Records excerpted from a collection:
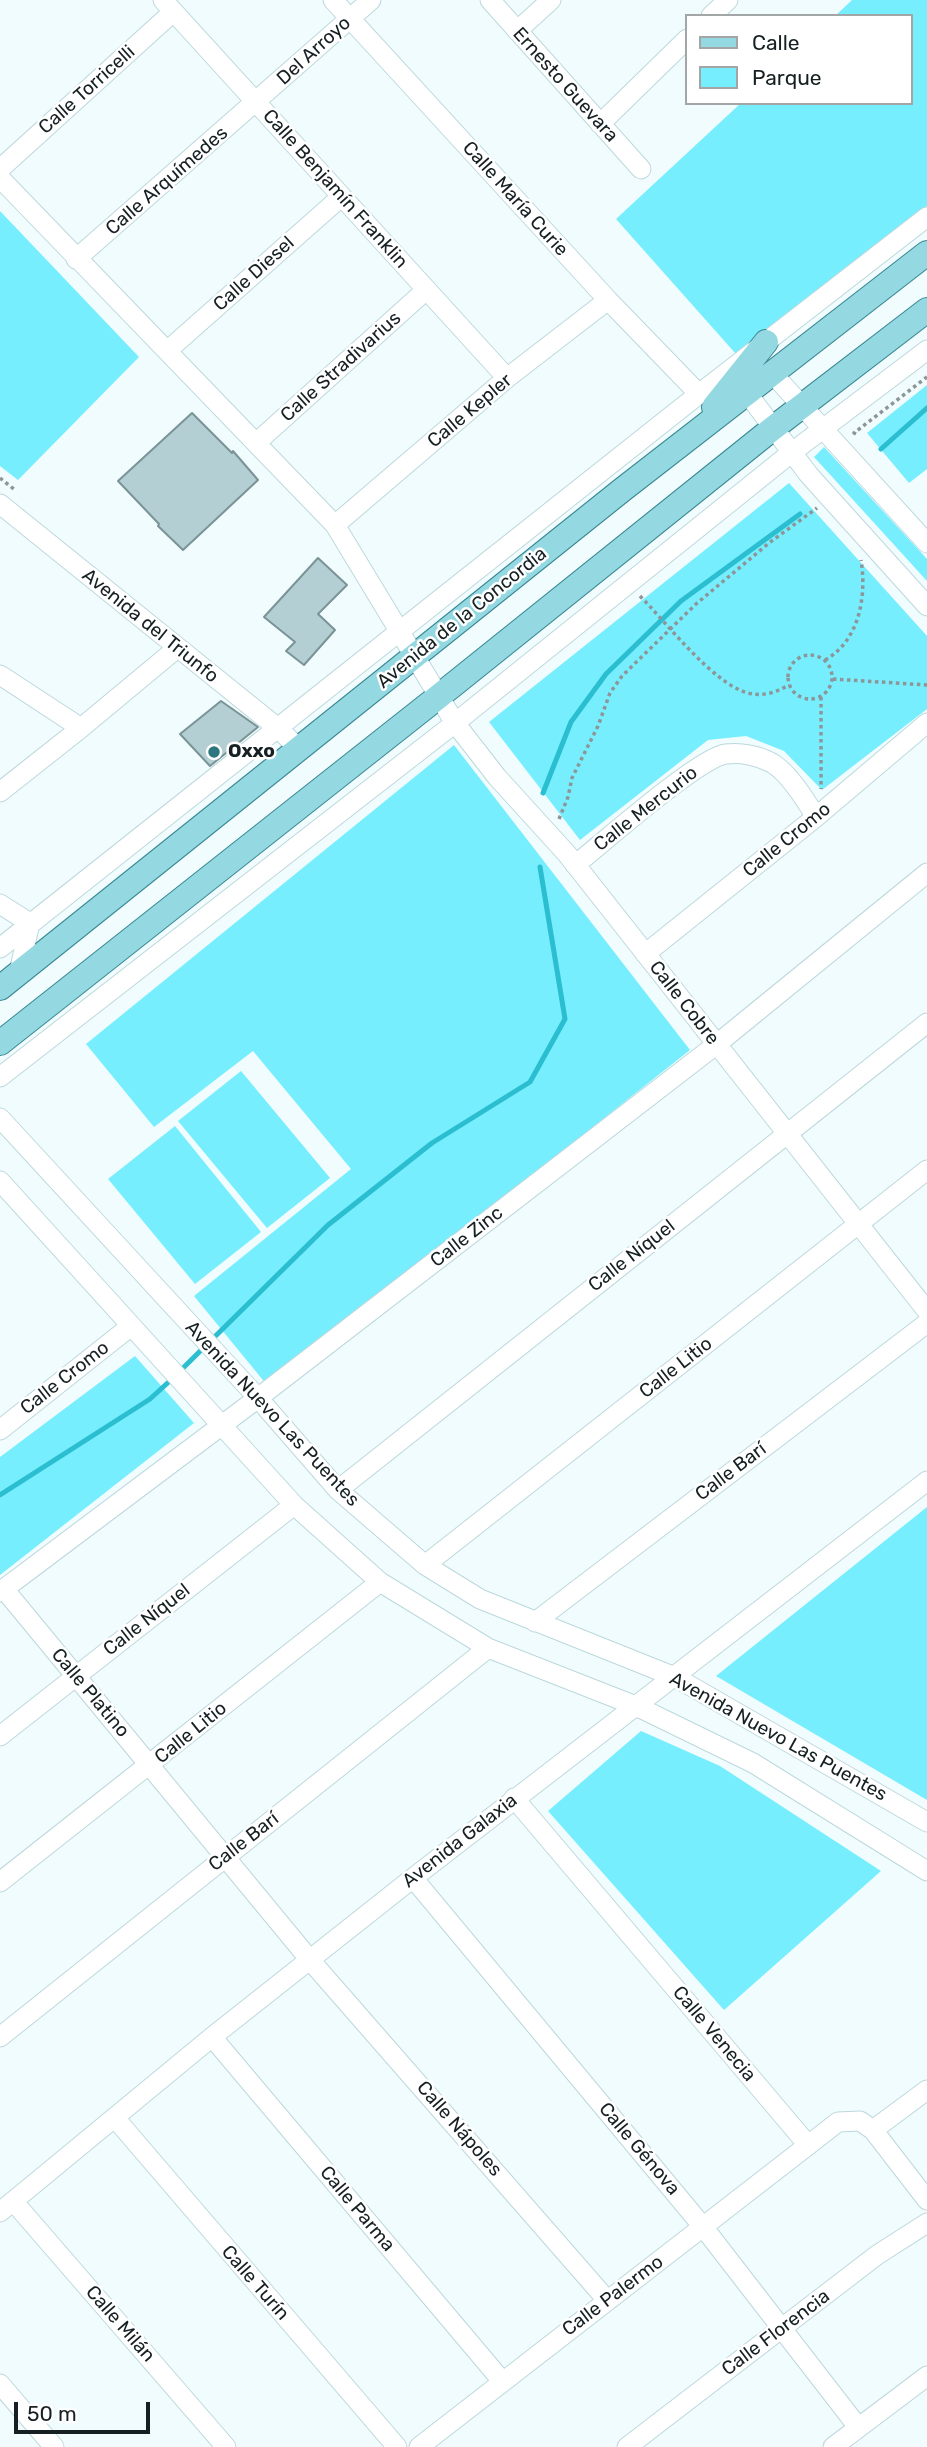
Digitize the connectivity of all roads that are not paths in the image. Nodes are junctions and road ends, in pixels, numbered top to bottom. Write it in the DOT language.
graph roads {
  1 [pos="333,0"];
  2 [pos="371,0"];
  3 [pos="489,0"];
  4 [pos="551,0"];
  5 [pos="728,0"];
  6 [pos="168,6"];
  7 [pos="714,14"];
  8 [pos="349,19"];
  9 [pos="517,31"];
  10 [pos="685,41"];
  11 [pos="257,103"];
  12 [pos="600,124"];
  13 [pos="0,169"];
  14 [pos="641,169"];
  15 [pos="0,178"];
  16 [pos="341,197"];
  17 [pos="927,217"];
  18 [pos="927,253"];
  19 [pos="76,259"];
  20 [pos="426,290"];
  21 [pos="608,300"];
  22 [pos="927,310"];
  23 [pos="766,342"];
  24 [pos="927,350"];
  25 [pos="167,351"];
  26 [pos="772,373"];
  27 [pos="507,378"];
  28 [pos="747,393"];
  29 [pos="699,394"];
  30 [pos="802,406"];
  31 [pos="772,429"];
  32 [pos="822,430"];
  33 [pos="685,441"];
  34 [pos="256,443"];
  35 [pos="791,453"];
  36 [pos="0,505"];
  37 [pos="335,525"];
  38 [pos="927,543"];
  39 [pos="927,606"];
  40 [pos="399,633"];
  41 [pos="176,649"];
  42 [pos="414,657"];
  43 [pos="1,678"];
  44 [pos="438,697"];
  45 [pos="455,723"];
  46 [pos="927,723"];
  47 [pos="81,728"];
  48 [pos="279,729"];
  49 [pos="299,749"];
  50 [pos="0,792"];
  51 [pos="819,808"];
  52 [pos="575,865"];
  53 [pos="927,873"];
  54 [pos="0,904"];
  55 [pos="30,923"];
  56 [pos="0,948"];
  57 [pos="645,954"];
  58 [pos="9,980"];
  59 [pos="927,1023"];
  60 [pos="0,1043"];
  61 [pos="717,1044"];
  62 [pos="0,1077"];
  63 [pos="0,1118"];
  64 [pos="787,1134"];
  65 [pos="927,1170"];
  66 [pos="0,1181"];
  67 [pos="859,1225"];
  68 [pos="927,1311"];
  69 [pos="927,1323"];
  70 [pos="131,1326"];
  71 [pos="258,1398"];
  72 [pos="222,1425"];
  73 [pos="0,1430"];
  74 [pos="927,1481"];
  75 [pos="338,1490"];
  76 [pos="294,1504"];
  77 [pos="425,1565"];
  78 [pos="380,1582"];
  79 [pos="2,1590"];
  80 [pos="535,1622"];
  81 [pos="488,1648"];
  82 [pos="76,1676"];
  83 [pos="675,1677"];
  84 [pos="636,1706"];
  85 [pos="0,1736"];
  86 [pos="151,1765"];
  87 [pos="514,1798"];
  88 [pos="927,1822"];
  89 [pos="225,1856"];
  90 [pos="927,1871"];
  91 [pos="413,1878"];
  92 [pos="0,1882"];
  93 [pos="310,1960"];
  94 [pos="0,2037"];
  95 [pos="212,2037"];
  96 [pos="927,2090"];
  97 [pos="115,2118"];
  98 [pos="873,2130"];
  99 [pos="808,2145"];
  100 [pos="927,2200"];
  101 [pos="7,2206"];
  102 [pos="927,2222"];
  103 [pos="704,2228"];
  104 [pos="607,2300"];
  105 [pos="782,2328"];
  106 [pos="927,2376"];
  107 [pos="502,2381"];
  108 [pos="0,2384"];
  109 [pos="858,2427"];
  110 [pos="54,2447"];
  111 [pos="226,2447"];
  112 [pos="397,2447"];
  113 [pos="419,2447"];
  114 [pos="627,2447"];
  115 [pos="833,2447"];
  1 -- 8 [label="street, Calle María Curie"];
  2 -- 8 [label="street, Del Arroyo"];
  3 -- 9 [label="street, Ernesto Guevara"];
  4 -- 9 [label="street"];
  5 -- 7 [label="street"];
  6 -- 11 [label="street, Calle Benjamín Franklin"];
  6 -- 13 [label="street, Calle Torricelli"];
  8 -- 11 [label="street, Del Arroyo"];
  8 -- 21 [label="street, Calle María Curie"];
  9 -- 12 [label="street, Ernesto Guevara"];
  10 -- 12 [label="street"];
  11 -- 16 [label="street, Calle Benjamín Franklin"];
  11 -- 19 [label="street, Calle Arquímedes"];
  12 -- 14 [label="street, Ernesto Guevara"];
  15 -- 19 [label="street"];
  16 -- 20 [label="street, Calle Benjamín Franklin"];
  16 -- 25 [label="street, Calle Diesel"];
  17 -- 23 [label="street, Avenida de la Concordia"];
  18 -- 26 [label="main road, Avenida de la Concordia"];
  19 -- 25 [label="street"];
  20 -- 27 [label="street, Calle Benjamín Franklin"];
  20 -- 34 [label="street, Calle Stradivarius"];
  21 -- 27 [label="street, Calle Kepler"];
  21 -- 29 [label="street, Calle María Curie"];
  22 -- 30 [label="main road"];
  23 -- 29 [label="street, Avenida de la Concordia"];
  23 -- 33 [label="main road"];
  24 -- 32 [label="street"];
  25 -- 34 [label="street, Calle Cobre"];
  26 -- 28 [label="main road, Avenida de la Concordia"];
  26 -- 30 [label="street"];
  27 -- 37 [label="street, Calle Kepler"];
  28 -- 31 [label="street"];
  28 -- 33 [label="main road, Avenida de la Concordia"];
  29 -- 40 [label="street, Avenida de la Concordia"];
  30 -- 31 [label="main road"];
  30 -- 32 [label="street"];
  31 -- 35 [label="street"];
  31 -- 44 [label="main road"];
  32 -- 35 [label="street"];
  32 -- 38 [label="street"];
  33 -- 42 [label="main road, Avenida de la Concordia"];
  34 -- 37 [label="street, Calle Cobre"];
  35 -- 39 [label="street"];
  35 -- 45 [label="street"];
  36 -- 41 [label="street, Avenida del Triunfo"];
  37 -- 40 [label="street, Calle Cobre"];
  40 -- 42 [label="street, Calle Cobre"];
  40 -- 48 [label="street, Avenida de la Concordia"];
  41 -- 47 [label="street"];
  41 -- 48 [label="street, Avenida del Triunfo"];
  42 -- 44 [label="street, Calle Cobre"];
  42 -- 49 [label="main road, Avenida de la Concordia"];
  43 -- 47 [label="street"];
  44 -- 45 [label="street, Calle Cobre"];
  44 -- 60 [label="main road"];
  45 -- 52 [label="street, Calle Cobre"];
  45 -- 62 [label="street"];
  46 -- 51 [label="street, Calle Cromo"];
  47 -- 50 [label="street"];
  48 -- 49 [label="street, Avenida del Triunfo"];
  48 -- 55 [label="street, Avenida de la Concordia"];
  49 -- 58 [label="main road, Avenida de la Concordia"];
  51 -- 52 [label="street, Calle Mercurio"];
  51 -- 57 [label="street, Calle Cromo"];
  52 -- 57 [label="street, Calle Cobre"];
  53 -- 61 [label="street, Calle Zinc"];
  54 -- 55 [label="street"];
  55 -- 56 [label="street, Avenida de la Concordia"];
  55 -- 58 [label="street"];
  57 -- 61 [label="street, Calle Cobre"];
  59 -- 64 [label="street, Calle Níquel"];
  61 -- 64 [label="street, Calle Cobre"];
  61 -- 71 [label="street, Calle Zinc"];
  63 -- 71 [label="street, Avenida Nuevo Las Puentes"];
  64 -- 67 [label="street, Calle Cobre"];
  64 -- 75 [label="street, Calle Níquel"];
  65 -- 67 [label="street, Calle Litio"];
  66 -- 70 [label="street, Avenida Nuevo Las Puentes"];
  67 -- 68 [label="street, Calle Cobre"];
  67 -- 77 [label="street, Calle Litio"];
  69 -- 80 [label="street, Calle Barí"];
  70 -- 72 [label="street, Avenida Nuevo Las Puentes"];
  70 -- 73 [label="street, Calle Cromo"];
  71 -- 72 [label="street, Calle Zinc"];
  71 -- 75 [label="street, Avenida Nuevo Las Puentes"];
  72 -- 76 [label="street, Avenida Nuevo Las Puentes"];
  72 -- 79 [label="street, Calle Zinc"];
  74 -- 83 [label="street, Avenida Galaxia"];
  75 -- 77 [label="street, Avenida Nuevo Las Puentes"];
  76 -- 78 [label="street, Avenida Nuevo Las Puentes"];
  76 -- 82 [label="street, Calle Níquel"];
  77 -- 80 [label="street, Avenida Nuevo Las Puentes"];
  78 -- 81 [label="street, Avenida Nuevo Las Puentes"];
  78 -- 86 [label="street, Calle Litio"];
  79 -- 82 [label="street, Calle Platino"];
  80 -- 83 [label="street, Avenida Nuevo Las Puentes"];
  81 -- 84 [label="street, Avenida Nuevo Las Puentes"];
  81 -- 89 [label="street, Calle Barí"];
  82 -- 85 [label="street, Calle Níquel"];
  82 -- 86 [label="street, Calle Platino"];
  83 -- 84 [label="street, Avenida Galaxia"];
  83 -- 88 [label="street, Avenida Nuevo Las Puentes"];
  84 -- 87 [label="street, Avenida Galaxia"];
  84 -- 90 [label="street, Avenida Nuevo Las Puentes"];
  86 -- 89 [label="street, Calle Platino"];
  86 -- 92 [label="street, Calle Litio"];
  87 -- 91 [label="street, Avenida Galaxia"];
  87 -- 99 [label="street, Calle Venecia"];
  89 -- 93 [label="street, Calle Platino"];
  89 -- 94 [label="street, Calle Barí"];
  91 -- 93 [label="street, Avenida Galaxia"];
  91 -- 103 [label="street, Calle Génova"];
  93 -- 95 [label="street, Avenida Galaxia"];
  93 -- 104 [label="street, Calle Nápoles"];
  95 -- 97 [label="street, Avenida Galaxia"];
  95 -- 107 [label="street, Calle Parma"];
  96 -- 98 [label="street"];
  97 -- 101 [label="street, Avenida Galaxia"];
  97 -- 112 [label="street, Calle Turín"];
  98 -- 99 [label="street"];
  98 -- 100 [label="street"];
  99 -- 103 [label="street, Calle Palermo"];
  101 -- 111 [label="street, Calle Milán"];
  102 -- 105 [label="street, Calle Florencia"];
  103 -- 104 [label="street, Calle Palermo"];
  103 -- 105 [label="street, Calle Génova"];
  104 -- 107 [label="street, Calle Palermo"];
  105 -- 109 [label="street, Calle Génova"];
  105 -- 114 [label="street, Calle Florencia"];
  106 -- 109 [label="street"];
  107 -- 113 [label="street, Calle Palermo"];
  108 -- 110 [label="street"];
  109 -- 115 [label="street"];
}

__WORK INSTRUCTIONS__:
Go line by line through the records and copy those that contain the word "Kepler".

__EXERCISE SOLUTION__:
  21 -- 27 [label="street, Calle Kepler"];
  27 -- 37 [label="street, Calle Kepler"];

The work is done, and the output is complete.